▶ _The problem_:
Down to the last word, output the records below, skipping any images.
START Supplied entries
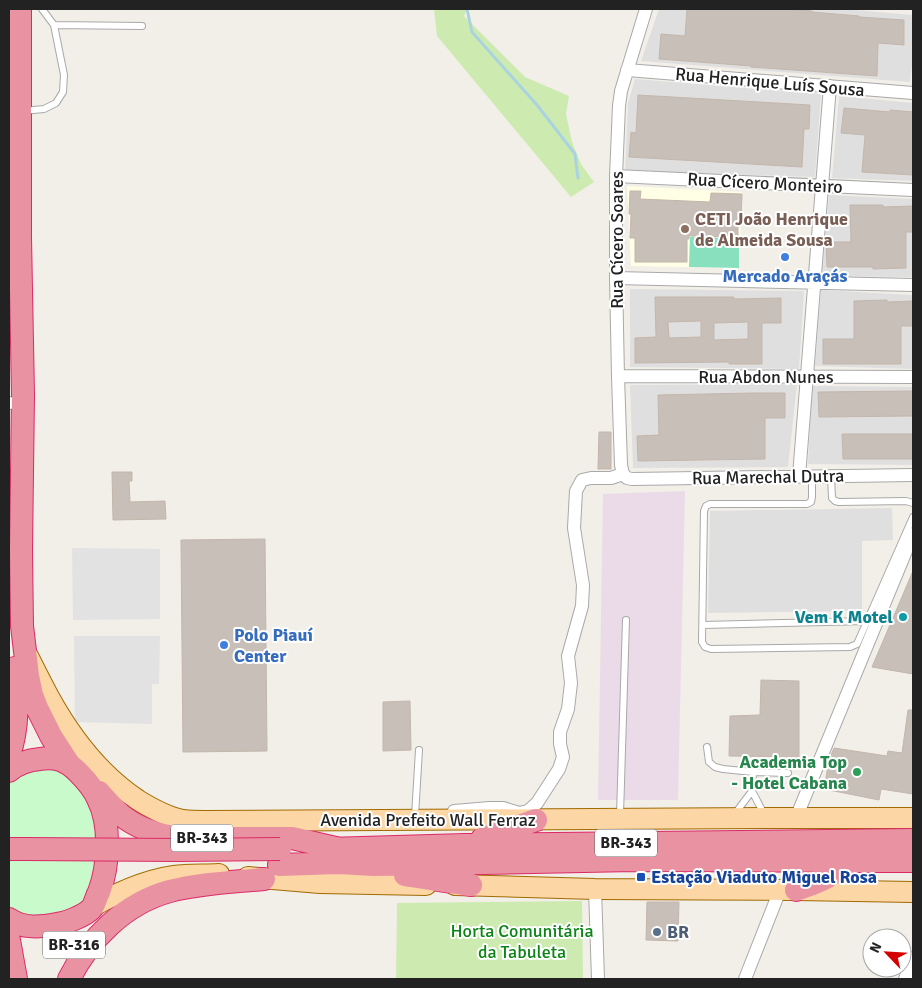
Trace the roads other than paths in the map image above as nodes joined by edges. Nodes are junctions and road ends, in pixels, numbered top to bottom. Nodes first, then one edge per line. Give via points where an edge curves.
1 (20, 9) edge
2 (42, 9) edge
3 (646, 9) edge
4 (54, 24) junction
5 (142, 26) dead end
6 (627, 70) junction
7 (830, 86) junction
8 (913, 93) edge
9 (20, 111) junction
10 (616, 176) junction
11 (822, 186) junction
12 (913, 190) edge
13 (9, 229) edge
14 (616, 278) junction
15 (815, 283) junction
16 (913, 285) edge
17 (9, 288) edge
18 (618, 376) junction
19 (807, 377) junction
20 (913, 377) edge
21 (10, 403) edge
22 (623, 474) junction
23 (913, 474) edge
24 (806, 476) junction
25 (831, 476) junction
26 (913, 503) edge
27 (913, 517) edge
28 (913, 534) edge
29 (626, 620) dead end
30 (868, 621) junction
31 (703, 625) junction
32 (25, 649) junction
33 (706, 747) dead end
34 (419, 750) dead end
35 (9, 755) edge
36 (9, 771) edge
37 (76, 771) junction
38 (753, 772) junction
39 (788, 773) dead end
40 (752, 792) junction
41 (415, 815) junction
42 (524, 818) junction
43 (732, 818) junction
44 (765, 818) junction
45 (796, 818) junction
46 (913, 818) edge
47 (620, 819) junction
48 (913, 840) edge
49 (465, 844) junction
50 (17, 856) edge
51 (339, 856) junction
52 (849, 860) junction
53 (913, 861) edge
54 (274, 864) junction
55 (471, 885) junction
56 (595, 889) junction
57 (788, 890) junction
58 (913, 892) edge
59 (91, 909) junction
60 (9, 919) edge
61 (9, 940) edge
62 (913, 958) edge
63 (16, 979) edge
64 (56, 979) edge
65 (69, 979) edge
66 (598, 979) edge
67 (745, 979) edge
68 (904, 979) edge

1 - 9 highway, BR-343
2 - 4 lane
3 - 6 street, Rua Cícero Soares
4 - 5 lane
4 - 9 lane via 64,75 63,92 56,103 44,109
6 - 7 street, Rua Henrique Luís Sousa
6 - 10 street, Rua Cícero Soares via 619,106
7 - 8 street, Rua Henrique Luís Sousa
7 - 11 street
9 - 32 highway, BR-343 via 21,600
10 - 11 street, Rua Cícero Monteiro
10 - 14 street, Rua Cícero Soares
11 - 12 street, Rua Cícero Monteiro
11 - 15 street
13 - 17 highway
14 - 15 street
14 - 18 street, Rua Cícero Soares
15 - 16 street
15 - 19 street
17 - 21 highway
18 - 19 street, Rua Abdon Nunes
18 - 22 street, Rua Cícero Soares
19 - 20 street, Rua Abdon Nunes
19 - 24 street
21 - 35 highway via 12,602 17,708
22 - 24 street, Rua Marechal Dutra via 632,479
22 - 42 street via 582,480 576,491 574,528 583,585 582,606 568,656 571,683 568,709 560,732 563,756 559,769
23 - 25 street, Rua Marechal Dutra
24 - 25 street, Rua Marechal Dutra
24 - 31 lane via 812,497 807,504 706,506
25 - 26 lane via 832,498 838,502
27 - 30 lane
28 - 45 street
29 - 47 lane
30 - 31 lane
30 - 31 lane via 856,644 850,647 711,649 702,642
32 - 37 highway, BR-343 via 37,708 51,736
32 - 41 main road, Avenida Prefeito Wall Ferraz via 49,697 79,745 121,789 162,813 182,820 205,821
33 - 38 lane via 709,762 715,767
34 - 41 lane
36 - 37 highway via 20,764 55,758
37 - 51 highway, BR-343 via 134,824 164,836 292,838
37 - 59 highway, BR-343 via 98,799 107,836 105,869
38 - 39 lane
38 - 40 lane
40 - 43 lane
40 - 44 lane
41 - 42 main road, Avenida Prefeito Wall Ferraz
42 - 47 main road, Avenida Prefeito Wall Ferraz
42 - 49 highway
43 - 44 main road, Avenida Prefeito Wall Ferraz
43 - 47 main road, Avenida Prefeito Wall Ferraz
44 - 45 main road, Avenida Prefeito Wall Ferraz
45 - 46 main road, Avenida Prefeito Wall Ferraz
48 - 49 highway, Avenida Prefeito Wall Ferraz / BR-343
49 - 51 highway, Avenida Prefeito Wall Ferraz / BR-343
50 - 54 highway, Avenida Prefeito Wall Ferraz, bridge via 178,850
51 - 52 highway, Avenida Prefeito Wall Ferraz via 374,865
51 - 54 highway, Avenida Prefeito Wall Ferraz
51 - 55 highway
52 - 53 highway, Avenida Prefeito Wall Ferraz
52 - 57 highway, BR-343 via 832,876
54 - 55 main road, Avenida Prefeito Wall Ferraz / BR-343 via 320,883
54 - 59 main road, Avenida Prefeito Wall Ferraz / BR-343 via 226,874 182,875 150,881
54 - 65 highway via 147,900 112,922 98,936
55 - 56 main road, Avenida Prefeito Wall Ferraz / BR-343
56 - 57 main road, Avenida Prefeito Wall Ferraz / BR-343
56 - 66 street
57 - 58 main road, Avenida Prefeito Wall Ferraz
57 - 67 street
59 - 60 highway, BR-343 via 66,923 40,927
59 - 64 highway, BR-316
61 - 63 highway
62 - 68 street

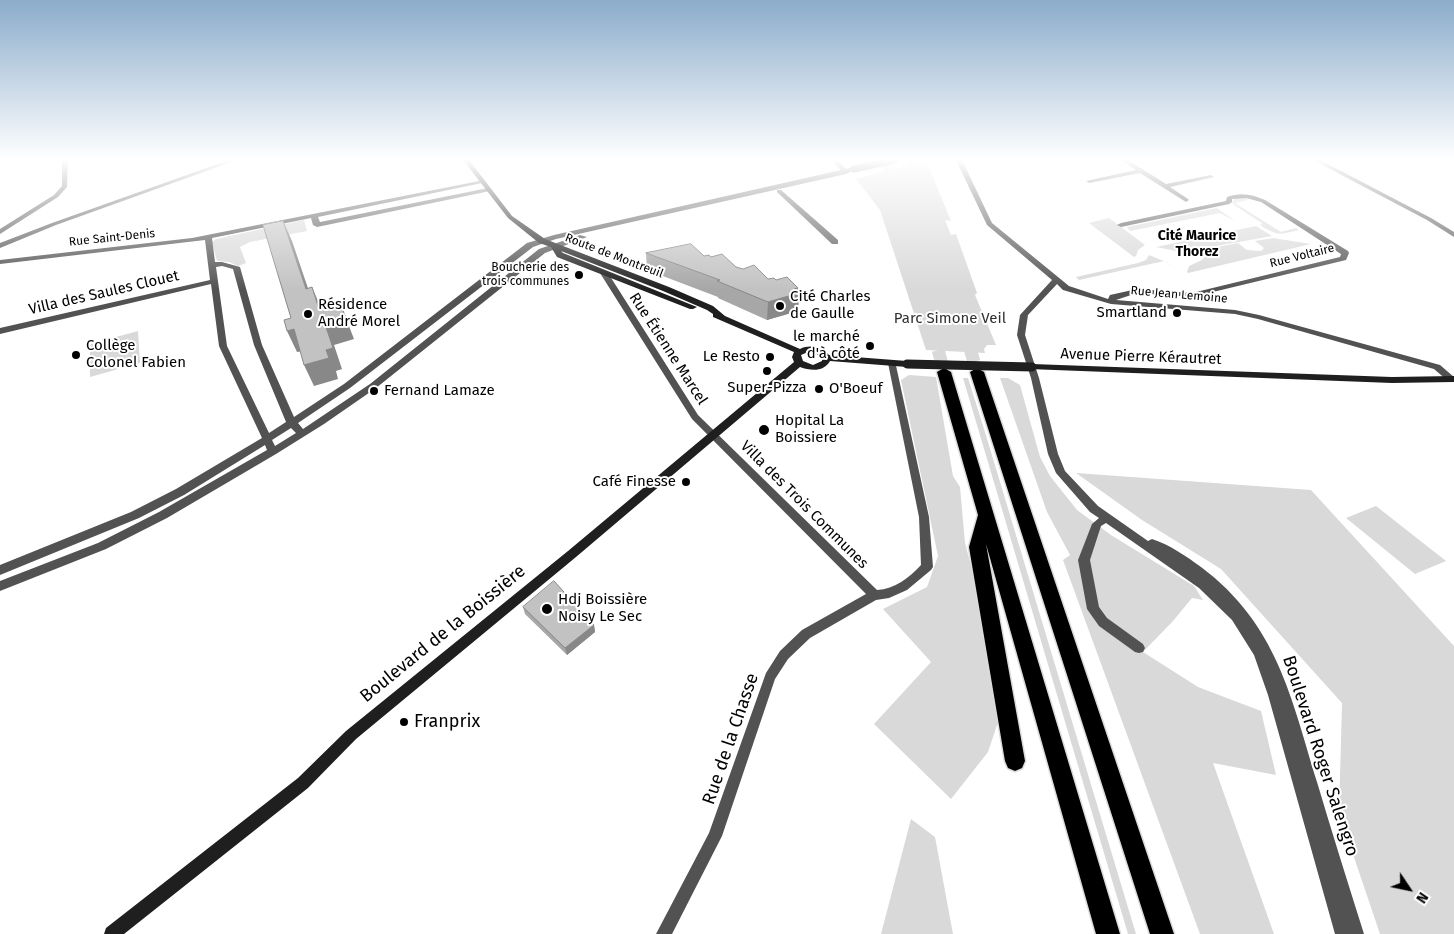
END Supplied entries
▶ _Completed exercise_:
Trace the roads other than paths in the map image above as nodes joined by edges. Nodes are junctions and road ends, in pixels, numbered top to bottom. Nodes first, then one edge per line. Give via points where an edge curves.
1 (20, 9) edge
2 (42, 9) edge
3 (646, 9) edge
4 (54, 24) junction
5 (142, 26) dead end
6 (627, 70) junction
7 (830, 86) junction
8 (913, 93) edge
9 (20, 111) junction
10 (616, 176) junction
11 (822, 186) junction
12 (913, 190) edge
13 (9, 229) edge
14 (616, 278) junction
15 (815, 283) junction
16 (913, 285) edge
17 (9, 288) edge
18 (618, 376) junction
19 (807, 377) junction
20 (913, 377) edge
21 (10, 403) edge
22 (623, 474) junction
23 (913, 474) edge
24 (806, 476) junction
25 (831, 476) junction
26 (913, 503) edge
27 (913, 517) edge
28 (913, 534) edge
29 (626, 620) dead end
30 (868, 621) junction
31 (703, 625) junction
32 (25, 649) junction
33 (706, 747) dead end
34 (419, 750) dead end
35 (9, 755) edge
36 (9, 771) edge
37 (76, 771) junction
38 (753, 772) junction
39 (788, 773) dead end
40 (752, 792) junction
41 (415, 815) junction
42 (524, 818) junction
43 (732, 818) junction
44 (765, 818) junction
45 (796, 818) junction
46 (913, 818) edge
47 (620, 819) junction
48 (913, 840) edge
49 (465, 844) junction
50 (17, 856) edge
51 (339, 856) junction
52 (849, 860) junction
53 (913, 861) edge
54 (274, 864) junction
55 (471, 885) junction
56 (595, 889) junction
57 (788, 890) junction
58 (913, 892) edge
59 (91, 909) junction
60 (9, 919) edge
61 (9, 940) edge
62 (913, 958) edge
63 (16, 979) edge
64 (56, 979) edge
65 (69, 979) edge
66 (598, 979) edge
67 (745, 979) edge
68 (904, 979) edge

1 - 9 highway, BR-343
2 - 4 lane
3 - 6 street, Rua Cícero Soares
4 - 5 lane
4 - 9 lane via 64,75 63,92 56,103 44,109
6 - 7 street, Rua Henrique Luís Sousa
6 - 10 street, Rua Cícero Soares via 619,106
7 - 8 street, Rua Henrique Luís Sousa
7 - 11 street
9 - 32 highway, BR-343 via 21,600
10 - 11 street, Rua Cícero Monteiro
10 - 14 street, Rua Cícero Soares
11 - 12 street, Rua Cícero Monteiro
11 - 15 street
13 - 17 highway
14 - 15 street
14 - 18 street, Rua Cícero Soares
15 - 16 street
15 - 19 street
17 - 21 highway
18 - 19 street, Rua Abdon Nunes
18 - 22 street, Rua Cícero Soares
19 - 20 street, Rua Abdon Nunes
19 - 24 street
21 - 35 highway via 12,602 17,708
22 - 24 street, Rua Marechal Dutra via 632,479
22 - 42 street via 582,480 576,491 574,528 583,585 582,606 568,656 571,683 568,709 560,732 563,756 559,769
23 - 25 street, Rua Marechal Dutra
24 - 25 street, Rua Marechal Dutra
24 - 31 lane via 812,497 807,504 706,506
25 - 26 lane via 832,498 838,502
27 - 30 lane
28 - 45 street
29 - 47 lane
30 - 31 lane
30 - 31 lane via 856,644 850,647 711,649 702,642
32 - 37 highway, BR-343 via 37,708 51,736
32 - 41 main road, Avenida Prefeito Wall Ferraz via 49,697 79,745 121,789 162,813 182,820 205,821
33 - 38 lane via 709,762 715,767
34 - 41 lane
36 - 37 highway via 20,764 55,758
37 - 51 highway, BR-343 via 134,824 164,836 292,838
37 - 59 highway, BR-343 via 98,799 107,836 105,869
38 - 39 lane
38 - 40 lane
40 - 43 lane
40 - 44 lane
41 - 42 main road, Avenida Prefeito Wall Ferraz
42 - 47 main road, Avenida Prefeito Wall Ferraz
42 - 49 highway
43 - 44 main road, Avenida Prefeito Wall Ferraz
43 - 47 main road, Avenida Prefeito Wall Ferraz
44 - 45 main road, Avenida Prefeito Wall Ferraz
45 - 46 main road, Avenida Prefeito Wall Ferraz
48 - 49 highway, Avenida Prefeito Wall Ferraz / BR-343
49 - 51 highway, Avenida Prefeito Wall Ferraz / BR-343
50 - 54 highway, Avenida Prefeito Wall Ferraz, bridge via 178,850
51 - 52 highway, Avenida Prefeito Wall Ferraz via 374,865
51 - 54 highway, Avenida Prefeito Wall Ferraz
51 - 55 highway
52 - 53 highway, Avenida Prefeito Wall Ferraz
52 - 57 highway, BR-343 via 832,876
54 - 55 main road, Avenida Prefeito Wall Ferraz / BR-343 via 320,883
54 - 59 main road, Avenida Prefeito Wall Ferraz / BR-343 via 226,874 182,875 150,881
54 - 65 highway via 147,900 112,922 98,936
55 - 56 main road, Avenida Prefeito Wall Ferraz / BR-343
56 - 57 main road, Avenida Prefeito Wall Ferraz / BR-343
56 - 66 street
57 - 58 main road, Avenida Prefeito Wall Ferraz
57 - 67 street
59 - 60 highway, BR-343 via 66,923 40,927
59 - 64 highway, BR-316
61 - 63 highway
62 - 68 street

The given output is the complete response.